Tuesday, March 11, 2008

Sorrows

Currently I am setting at school in the computer lab. I know this is probably of no significance but I suppose it is just a way to start this off. I have been so lonely lately. I just went on a fabulous trip to Las Vegas, had a good time but all the while many things have been buzzing in my head. A few realizations have come to me that I don’t want to admit. First off, my ability to handle the memories/flashedbacks of my abuse is declining. Things are becoming more and more present and I don’t know what is triggering that. A few good friends are "recommending" that I considered meds to help me deal with this but yet I am completely and utterly against it. One of them asked me why it was that I was so resistant to the idea. Honestly, I just don’t want to be on them. I have to take enough meds for my asthma and I hate it. But there is another reason. I don't want to admit that I can't handle it, or rather that I can’t handle it on my own...yet I know I can’t (logic speaking here). The old tapes of my mothers words and actions of her unwillingness to deal with "my problems" are loud and hard to stop. I think because I hold so much guilt, I feel that I have to do this on my own, no relief for me. If I would learn how to not blame myself perhaps that consideration for meds might be more appealing to me. I also think learning how to unsilence myself would help. I need to learn to forgive myself for being a 11-12 year old that was actually powerless (logic speaking here again) to stop what was happening to me. To accept the fact that this really wasn’t my fault despite all that he and others have said. I need to learn to forgive myself for not telling, and even more so forgive myself for telling.

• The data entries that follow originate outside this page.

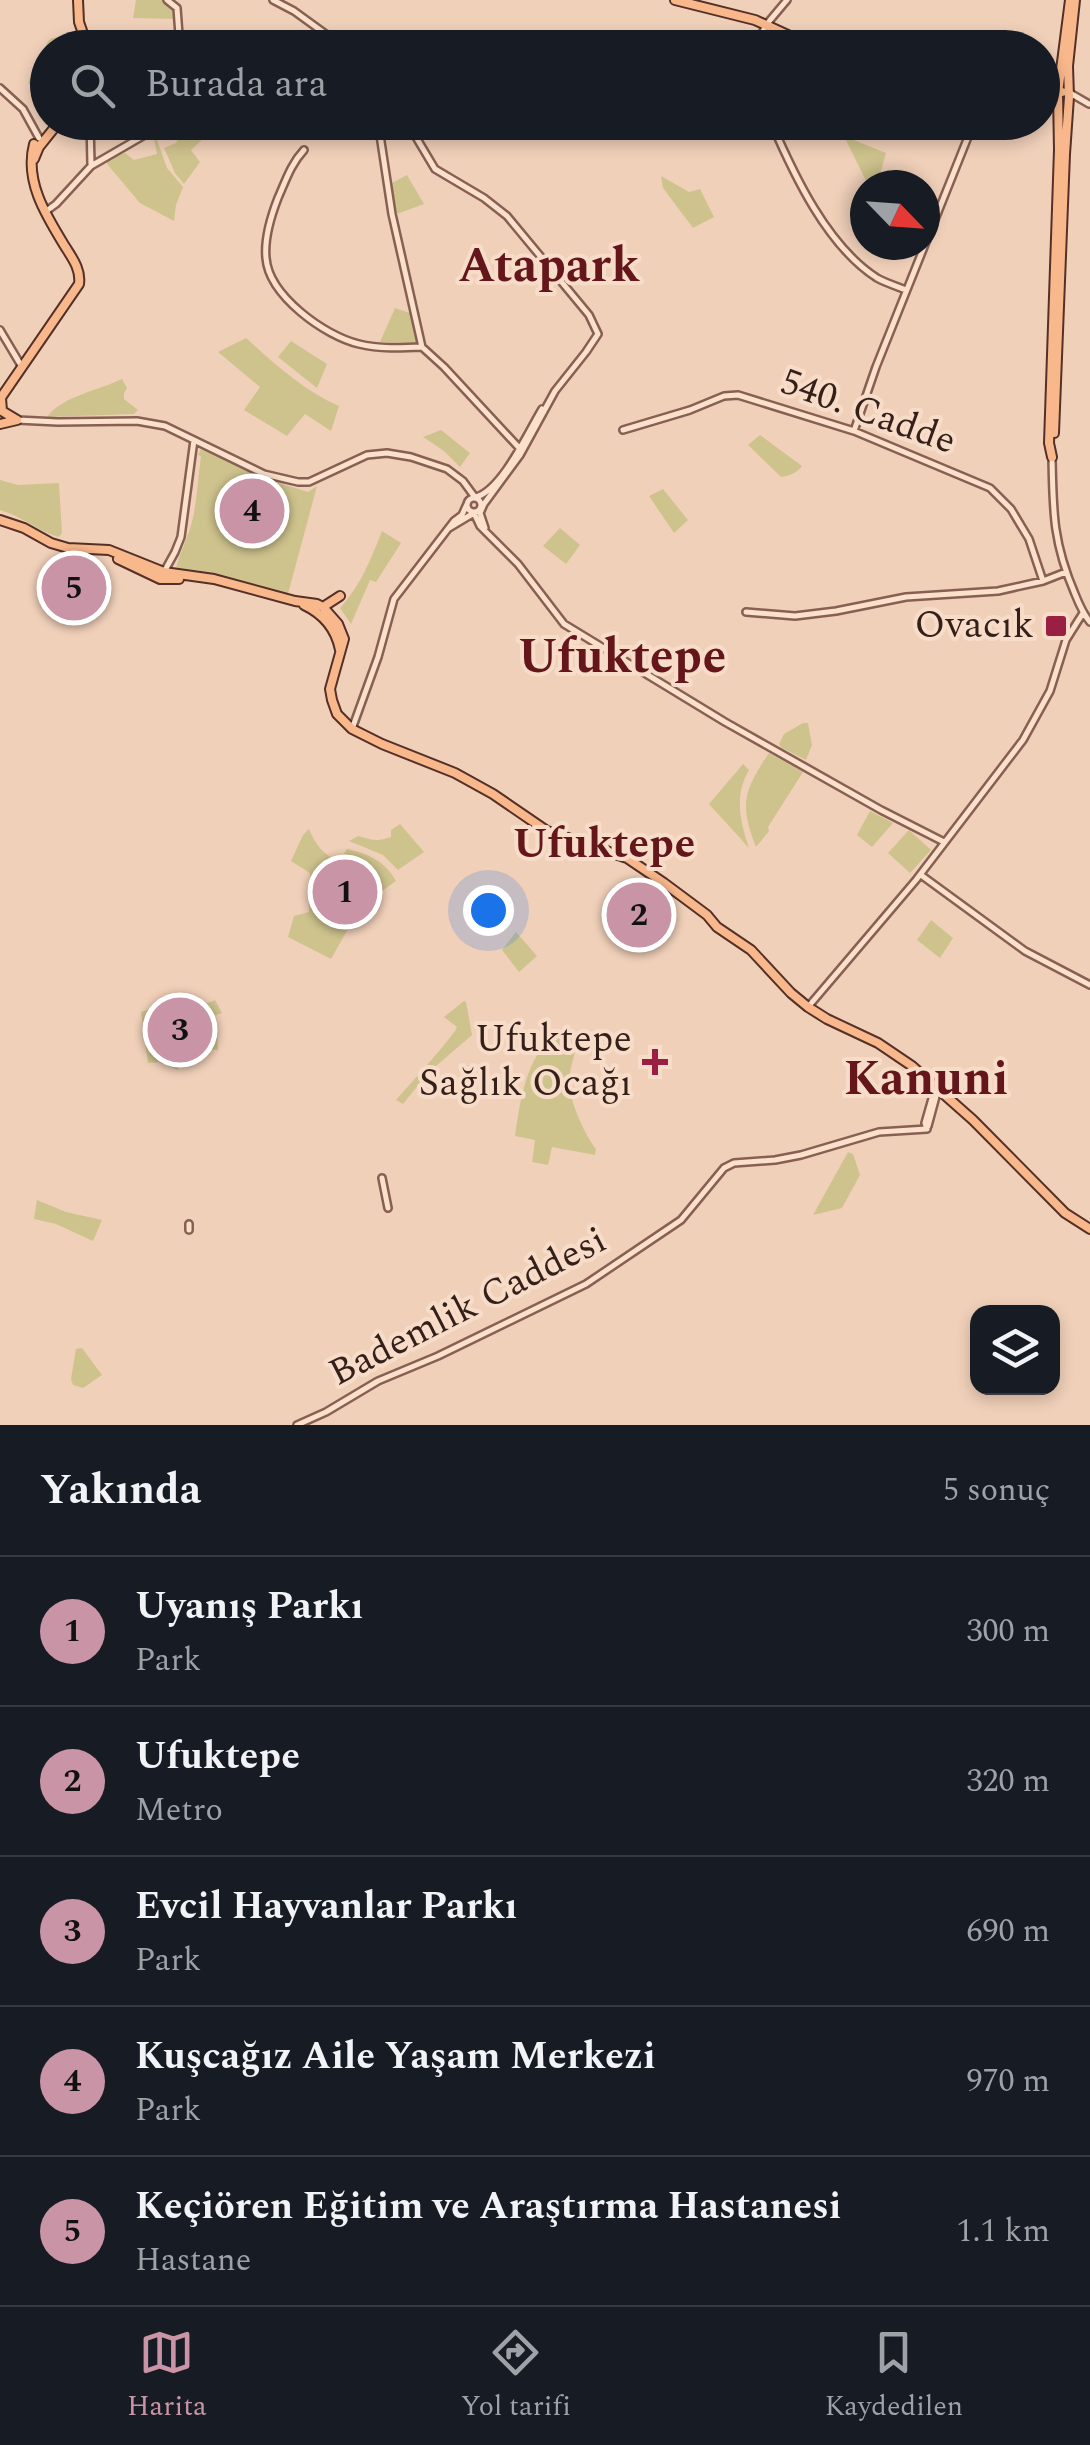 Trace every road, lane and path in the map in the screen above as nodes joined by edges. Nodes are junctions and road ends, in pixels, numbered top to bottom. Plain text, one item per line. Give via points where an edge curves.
1 (80, 0) edge
2 (167, 0) edge
3 (273, 0) edge
4 (675, 0) edge
5 (788, 0) edge
6 (1072, 0) edge
7 (766, 25) junction
8 (82, 30) edge
9 (179, 30) edge
10 (320, 30) edge
11 (764, 30) edge
12 (777, 30) edge
13 (1060, 74) edge
14 (0, 88) edge
15 (1069, 93) junction
16 (1060, 96) edge
17 (1060, 101) edge
18 (1090, 104) edge
19 (30, 122) edge
20 (38, 140) edge
21 (42, 140) edge
22 (90, 140) edge
23 (136, 140) edge
24 (381, 140) edge
25 (418, 140) edge
26 (780, 140) edge
27 (967, 140) edge
28 (1056, 140) edge
29 (39, 143) junction
30 (304, 150) dead end
31 (91, 166) junction
32 (44, 213) junction
33 (907, 291) junction
34 (0, 330) edge
35 (422, 347) junction
36 (22, 366) junction
37 (0, 398) edge
38 (17, 420) junction
39 (0, 421) edge
40 (622, 430) dead end
41 (854, 431) junction
42 (194, 440) junction
43 (519, 452) junction
44 (1052, 457) joint
45 (472, 499) junction
46 (477, 511) junction
47 (0, 522) edge
48 (450, 528) junction
49 (164, 572) junction
50 (1066, 572) junction
51 (214, 579) junction
52 (1043, 581) junction
53 (746, 612) dead end
54 (1083, 613) junction
55 (1090, 622) edge
56 (352, 730) junction
57 (944, 842) junction
58 (920, 875) junction
59 (1090, 985) edge
60 (808, 1008) junction
61 (937, 1088) junction
62 (382, 1178) dead end
63 (388, 1208) dead end
64 (1090, 1229) edge
65 (297, 1425) edge

1 - 8 main road
2 - 9 street via 178,8
3 - 10 street
4 - 7 main road
5 - 7 street
6 - 13 main road
6 - 15 main road
7 - 11 street
7 - 12 main road
14 - 19 street
15 - 16 main road
15 - 18 street
17 - 18 street
20 - 29 street
21 - 29 main road
22 - 31 street
23 - 31 street
24 - 35 street
25 - 43 street via 435,169 508,216 598,334
26 - 33 street via 844,250
27 - 33 street
28 - 44 main road
29 - 32 main road via 32,163
30 - 35 street via 273,210 266,242 280,290 340,338
31 - 32 street
32 - 36 main road via 80,279
33 - 41 street
34 - 36 street
35 - 43 street
36 - 37 main road
37 - 38 main road via 2,411
38 - 39 main road
38 - 42 street via 137,421
40 - 41 street, 540. Cadde via 738,395
41 - 52 street, 540. Cadde via 990,488 1025,532
42 - 45 street via 264,474 297,482 376,453 411,457 447,469
42 - 49 street via 181,537
43 - 45 street via 487,493
43 - 46 street
44 - 50 street via 1056,542
45 - 46 street
45 - 46 street
45 - 48 street
46 - 48 street
46 - 57 street via 475,519 564,624
47 - 49 main road via 68,548 109,550
47 - 51 main road via 57,549 107,554 160,579
48 - 56 street via 394,599
49 - 51 main road
50 - 52 street
50 - 54 street
51 - 56 main road via 317,604 342,634 330,688 336,714
52 - 53 street via 836,612
54 - 55 street
54 - 57 street via 1027,733
56 - 60 main road via 455,773 547,831 626,858 751,950
57 - 58 street
58 - 59 street via 1026,951
58 - 60 street
60 - 61 main road via 895,1054
61 - 64 main road
61 - 65 street, Bademlik Caddesi via 927,1129 878,1132 776,1160 734,1163 681,1220 586,1284
62 - 63 street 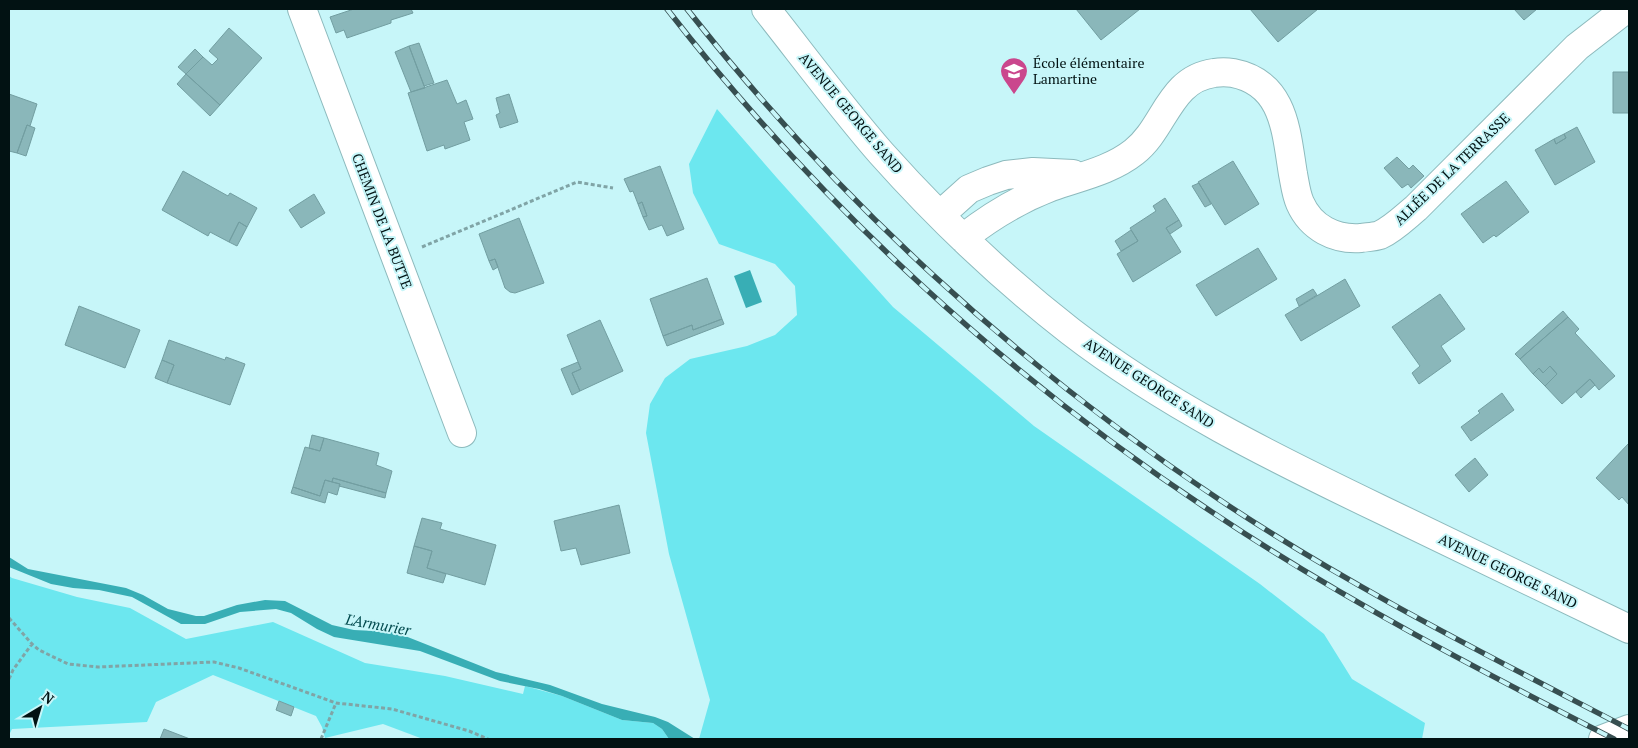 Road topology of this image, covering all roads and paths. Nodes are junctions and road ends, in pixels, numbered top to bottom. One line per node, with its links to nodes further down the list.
1 (302, 9): 8 (street, CHEMIN DE LA BUTTE)
2 (766, 9): 6 (street, AVENUE GEORGE SAND)
3 (1626, 9): 4 (street, ALLÉE DE LA TERRASSE)
4 (1089, 174): 6 (street, ALLÉE DE LA TERRASSE); 7 (street, ALLÉE DE LA TERRASSE)
5 (613, 188): 8 (path)
6 (940, 215): 7 (street, AVENUE GEORGE SAND)
7 (963, 238): 11 (street, AVENUE GEORGE SAND)
8 (396, 256): 9 (street, CHEMIN DE LA BUTTE)
9 (462, 433)
10 (9, 618): 12 (path)
11 (1629, 629)
12 (32, 644): 13 (path); 14 (path)
13 (9, 679)
14 (336, 703): 16 (path); 17 (path)
15 (1629, 729): 18 (street)
16 (321, 739)
17 (488, 739)
18 (1604, 739) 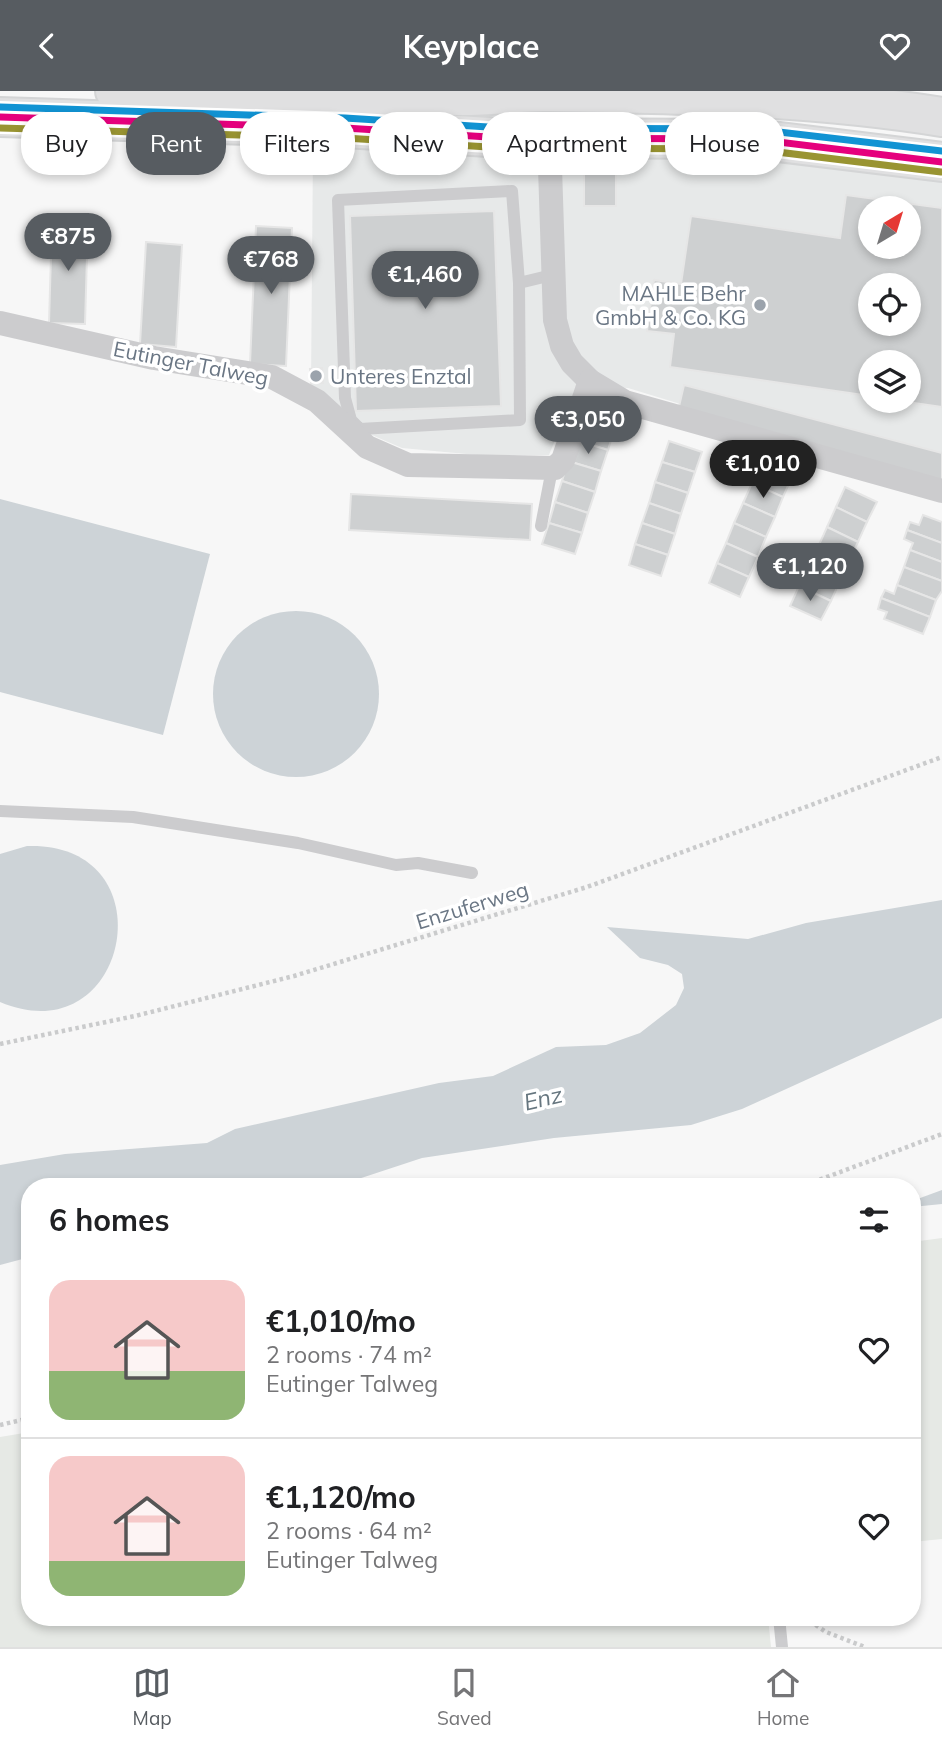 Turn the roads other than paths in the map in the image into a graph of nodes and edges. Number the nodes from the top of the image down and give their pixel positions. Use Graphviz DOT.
graph roads {
  1 [pos="114,91"];
  2 [pos="548,92"];
  3 [pos="548,112"];
  4 [pos="0,117"];
  5 [pos="942,117"];
  6 [pos="482,135"];
  7 [pos="651,138"];
  8 [pos="942,162"];
  9 [pos="550,175"];
  10 [pos="552,275"];
  11 [pos="519,283"];
  12 [pos="0,323"];
  13 [pos="590,381"];
  14 [pos="552,469"];
  15 [pos="942,491"];
  16 [pos="541,526"];
  17 [pos="0,811"];
  18 [pos="472,873"];
  19 [pos="780,1626"];
  20 [pos="782,1647"];
  1 -- 2 [label="main road"];
  2 -- 3 [label="main road"];
  2 -- 5 [label="main road"];
  4 -- 6 [label="main road"];
  7 -- 8 [label="main road"];
  9 -- 10 [label="street"];
  10 -- 11 [label="lane"];
  10 -- 13 [label="street"];
  11 -- 11 [label="lane"];
  12 -- 14 [label="street, Eutinger Talweg"];
  13 -- 14 [label="street"];
  13 -- 15 [label="street"];
  14 -- 16 [label="lane"];
  17 -- 18 [label="lane"];
  19 -- 20 [label="lane"];
}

I do know that my mother is a great source of my struggles. One thing that I wanted so desporately was for her, the one who brought me into this word to love me unconditionally. Thus this is something I was denied. She pushed me away, told me they were my problems no one else and that people didn't like to hear about this kind of stuff...that it bothers them. I not proud of what happened, although I was alone inside myself when it was happening I think my true loneliness started the day I told. In my head I picture it totally different. I knew that I could not tell my mother face to face, I thought she would be mad but I hope that she wouldn’t be. I figure I would come home and she would hug me, tell me how sorry she was that she did not know what he was doing to me, tell me that it wasn’t my fault and that I was safe now...that she would never let anyone else hurt me like that. (I guess I watched too many life time movies) Instead I got yelled at, belittled and blamed. Such hopelessness came into my life as I had never known. She hated me because I told, I didn't tell when it was happening so I should have just kept it to myself, because it happened and I didn’t try to stop it... it must be my fault. I must have deserved all of it. My happy ending was never to be. How did I become a person that was so unworthy of a mothers love, what was wrong with me. These things have plagued my life for the past 13 years.

There is another realization that I came to about a week ago yet have fought like hell against it. I was driving home from work one day; I had had a particularly stressful day, when I get stress the daunting of the past start to creep back in to the foreground of my mind. And then a thought of nowhere exploded inside my head. He hurt me! I instantly felt nauseous and like I was going to pass out, I had to pull over. I couldn’t handle that thought, I didn’t not ever think those 3 simple words could have that kind of affect on me. I can not allow that to enter my mind, I don't know that I fully understand why. Even now, sitting here typing this and thinking about that is making me feel nauseous and light headed. I know this is one fact that I can not deny, I mean it’s obvious; the repercussions are present every day of my life. My sis says to me that I shouldn't let people get me down. She says that life is too short to let people bring you down, then she said something that was so very triggering and hurtful yet I said nothing. She said that she was not going to let anyone else’s problems bring her down, almost the exact words my mother said to me about my "problems". Why can I not just let it go, why cant I just forget, my whole life I have tried to do that, I can make it go away for a period of time but it always comes back, always stronger than before. I am aware that the only way to get past this is to deal with it, process it and try to move forward. But that is just so much hard work; it feels like an impossible feat.